Ruskin's Life
Frank Meadow Sutcliffe (photographer), John Ruskin Seated on a Bank near Brantwood, Coniston, Photograph, 1873, Collection of the Guild of St George, Museums Sheffield
John Ruskin was born on 8 February 1819 at 54 Hunter Street, Brunswick Square, London, the only child of John James Ruskin (1785-1864) and Margaret Cox (formerly Cock) (1781-1871). He died at the dawn of a new century, on 20 January 1900.

Ruskin's father made his fortune as a sherry importer; his mother was the daughter of a Croydon publican.
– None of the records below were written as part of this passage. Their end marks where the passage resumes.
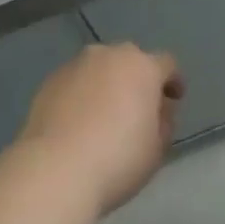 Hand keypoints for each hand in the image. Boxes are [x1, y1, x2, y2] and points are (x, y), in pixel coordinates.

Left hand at [19, 44, 184, 214]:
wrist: (56, 168)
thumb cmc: (118, 158)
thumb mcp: (157, 148)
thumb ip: (163, 122)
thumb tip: (156, 110)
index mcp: (142, 67)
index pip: (166, 64)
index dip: (173, 81)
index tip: (174, 99)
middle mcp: (108, 55)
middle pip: (130, 61)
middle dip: (137, 79)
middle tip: (139, 108)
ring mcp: (75, 65)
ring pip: (100, 68)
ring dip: (107, 84)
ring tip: (105, 115)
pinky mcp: (50, 80)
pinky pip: (76, 82)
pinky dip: (82, 94)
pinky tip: (79, 121) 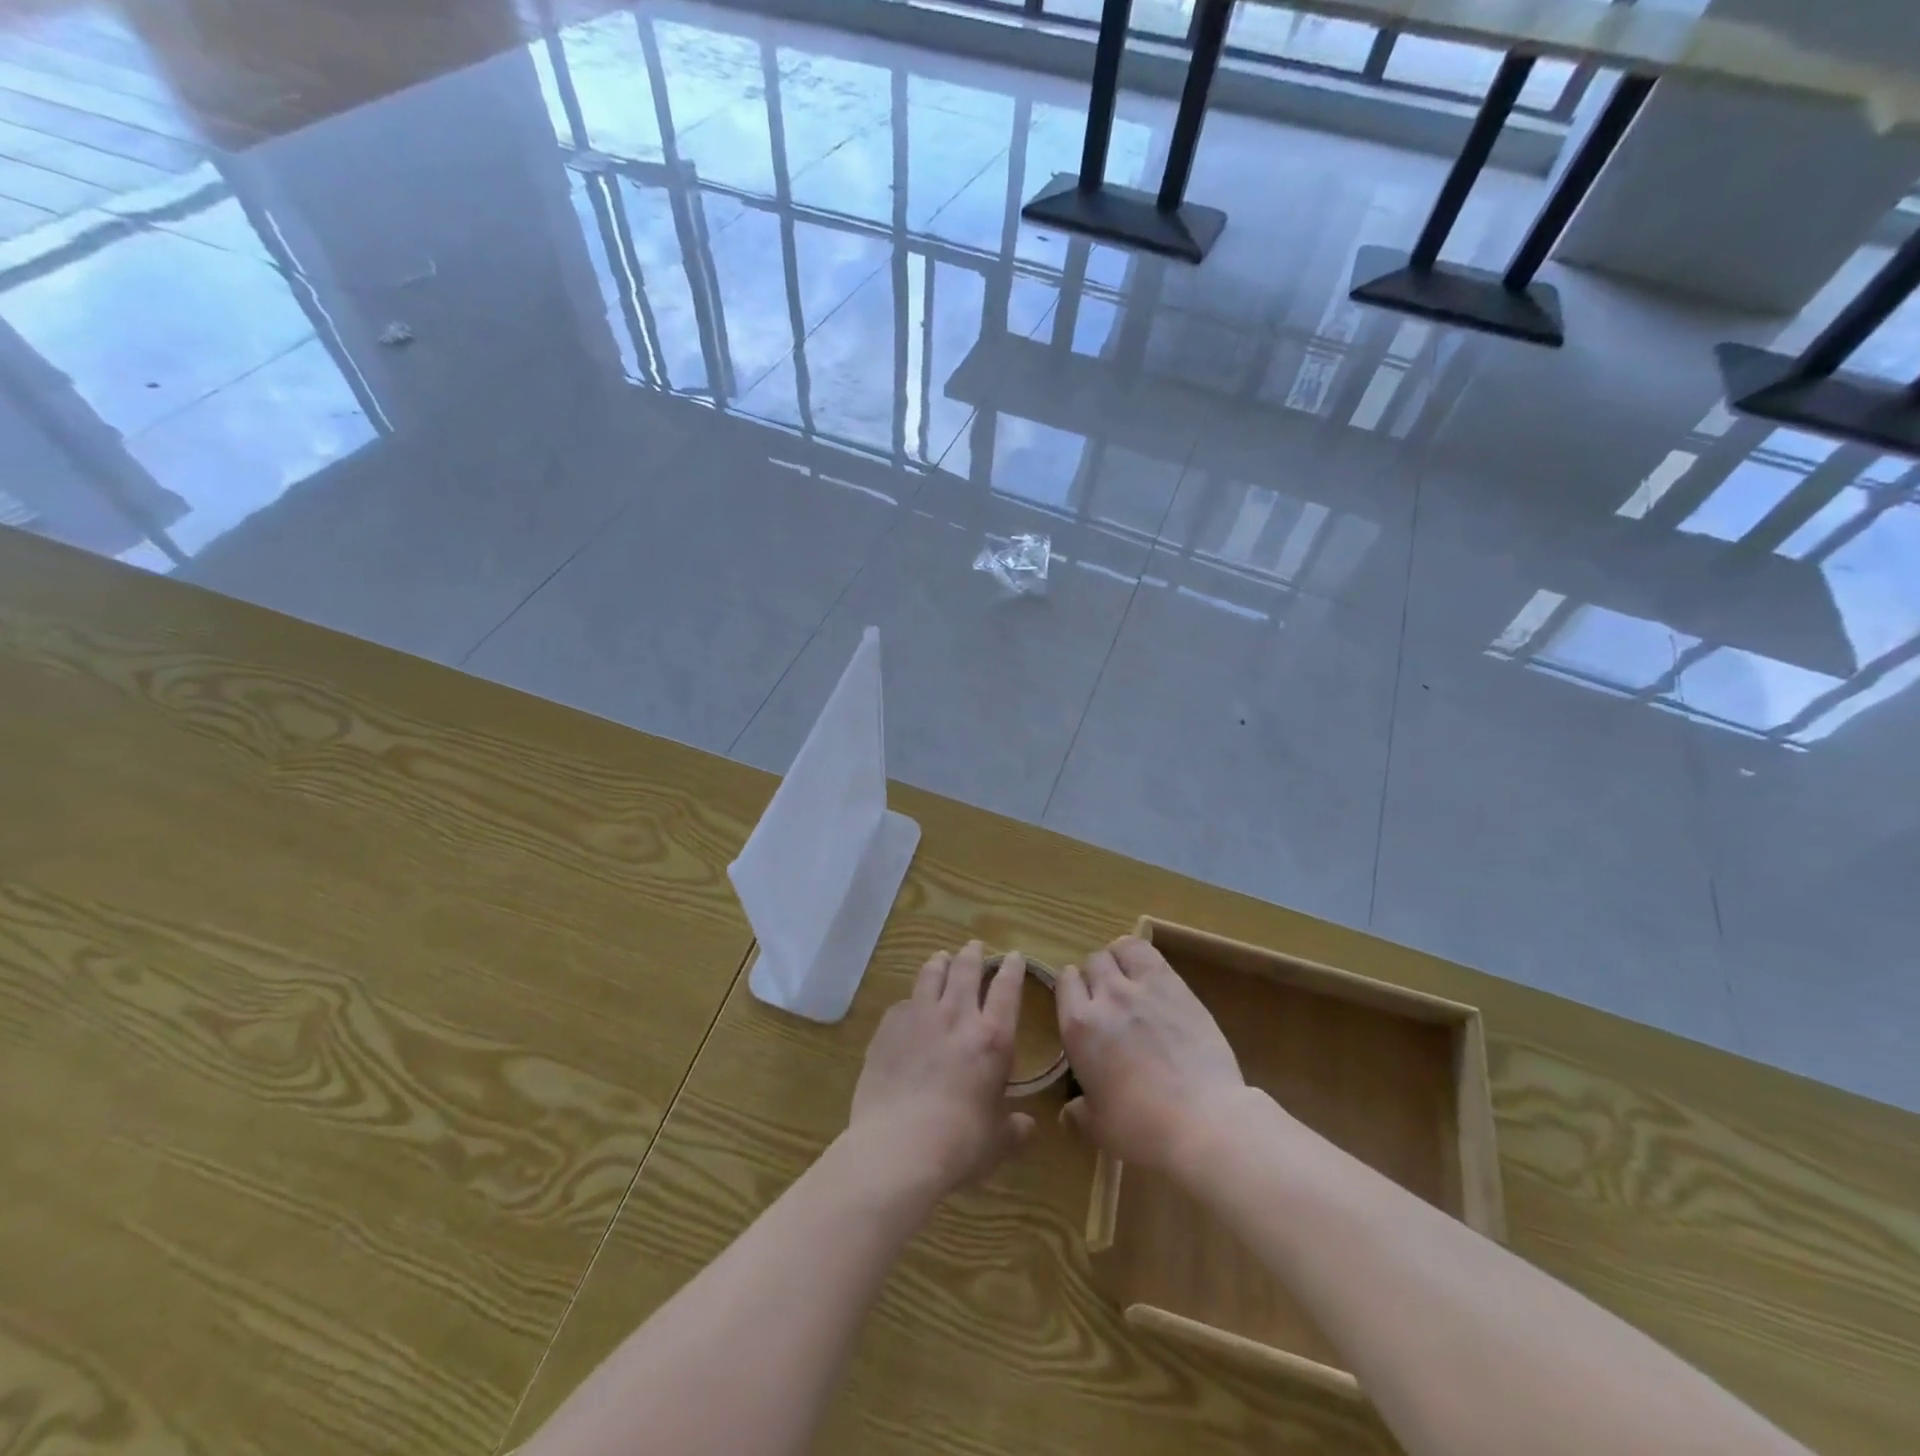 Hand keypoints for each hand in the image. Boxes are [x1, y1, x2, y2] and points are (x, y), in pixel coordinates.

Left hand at [847, 941, 1035, 1196]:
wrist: (899, 1147)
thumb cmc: (959, 1144)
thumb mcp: (997, 1141)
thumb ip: (1014, 1128)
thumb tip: (1027, 1126)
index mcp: (993, 1038)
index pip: (1007, 989)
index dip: (1012, 968)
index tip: (1013, 956)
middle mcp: (957, 1016)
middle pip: (967, 970)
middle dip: (973, 954)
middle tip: (974, 946)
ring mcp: (919, 1017)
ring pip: (931, 975)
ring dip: (940, 963)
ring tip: (942, 958)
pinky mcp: (888, 1028)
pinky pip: (903, 1003)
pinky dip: (911, 1000)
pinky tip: (909, 1005)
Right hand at [1056, 936, 1247, 1173]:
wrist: (1203, 1120)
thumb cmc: (1143, 1128)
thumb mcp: (1100, 1128)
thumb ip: (1079, 1114)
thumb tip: (1068, 1114)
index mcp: (1078, 1027)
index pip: (1064, 980)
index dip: (1072, 989)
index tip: (1082, 1006)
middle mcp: (1104, 997)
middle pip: (1092, 962)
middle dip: (1096, 976)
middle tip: (1109, 1000)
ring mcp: (1140, 987)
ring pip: (1118, 949)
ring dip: (1119, 960)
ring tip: (1130, 979)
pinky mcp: (1174, 984)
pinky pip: (1148, 952)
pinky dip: (1142, 956)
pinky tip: (1151, 975)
Educated mostly by tutors at home, he became a student at Christ Church, Oxford, in 1837.

By the time Ruskin founded the St George's Museum in 1875, he was one of the most famous men in England. He first came to public notice in 1843, with his defence of the art of J. M. W. Turner in the first volume of Modern Painters. Since then, his involvements had broadened and diversified.

To his early interest in painting and geology, Ruskin added a systematic study of architecture. This came to fruition in The Seven Lamps of Architecture (1849), and in his monumental three-volume study, The Stones of Venice (1851-3). With architecture, came a strong conviction of the links between a society's moral well-being and its capacity to create beauty.

After the 1850s, Ruskin acquired the reputation of a social prophet, a visionary concerned to articulate and rectify the injustice he saw as the root of England's social ills. He began to challenge the assumptions of classical economists, and of utilitarian thinkers. This led him to advance a view of economics as 'house law', an understanding of social relations based on co-operation, mutual responsibility, and pleasure in work.

The philosophy he developed in these years is summed up by his maxim that 'THERE IS NO WEALTH BUT LIFE' (Works, 17, p. 80). These words distill his claim that 'Government and co-operation are in all things and eternally the laws of life', whilst 'Anarchy and competition, are in all things, the laws of death.' (Works, 7, p. 207).

Ruskin's social thought influenced a new generation of young people in the 1870s. This second wave of interest had roots in the discipleship he inspired in his capacity as Slade Professor of Fine Art at the University of Oxford. During his time in this post, he promoted a road-mending and drainage project at an outlying village, called North Hinksey. The aim was to involve undergraduates in 'productive work'.

Ruskin was not only interested in reaching undergraduates. He was also keen to find a working-class audience.

Believing in the essential nobility of manual labour when combined with intellect and imagination, he sought to provide workingmen with opportunities to develop a creative relationship with their work.

This began in the 1850s with the art courses he held at London's Working Men's College. In the 1870s, he began publishing Fors Clavigera, a work that comprised a series of open letters addressed to 'The Workmen and Labourers of Great Britain'. Early letters begin with the familiar address, 'FRIENDS' and 'MY FRIENDS'; Letter 71 (November 1876) inaugurates the practice of referring to 'my good Sheffield friends'.

Ruskin was not a socialist, at least not in any ordinary sense. He was inclined to toy with political categories, at one point claiming to be 'a violent Tory of the old school' (Works, 35, p. 13), at another announcing, 'I am myself a Communist of the old school -- reddest also of the red' (Works, 27, p. 116). There is a grain of truth in both descriptions, though he was more concerned to provoke thought about the origin of such labels than to announce affiliations.

The breadth of Ruskin's political appeal is illustrated by a story told by Britain's second Labour Prime Minister, Clement Attlee.

In 1906, twenty-nine new Labour MPs were asked to name the books that most influenced their lives. When the results were collected, the leading title was a work by Ruskin called Unto This Last, first published as a book as far back as 1862.

Unto This Last was a heart-felt attack on the laissez-faire economics of Ruskin's day. Although its attempt to moralize capitalism had attracted criticism when it first appeared, its lessons were stirring the imagination of a new generation. The results could be seen in the 1906 intake of Labour MPs; it could be seen, too, in the status of Ruskin's writings as a staple in the libraries of working class institutes and self-improvement societies across the English speaking world.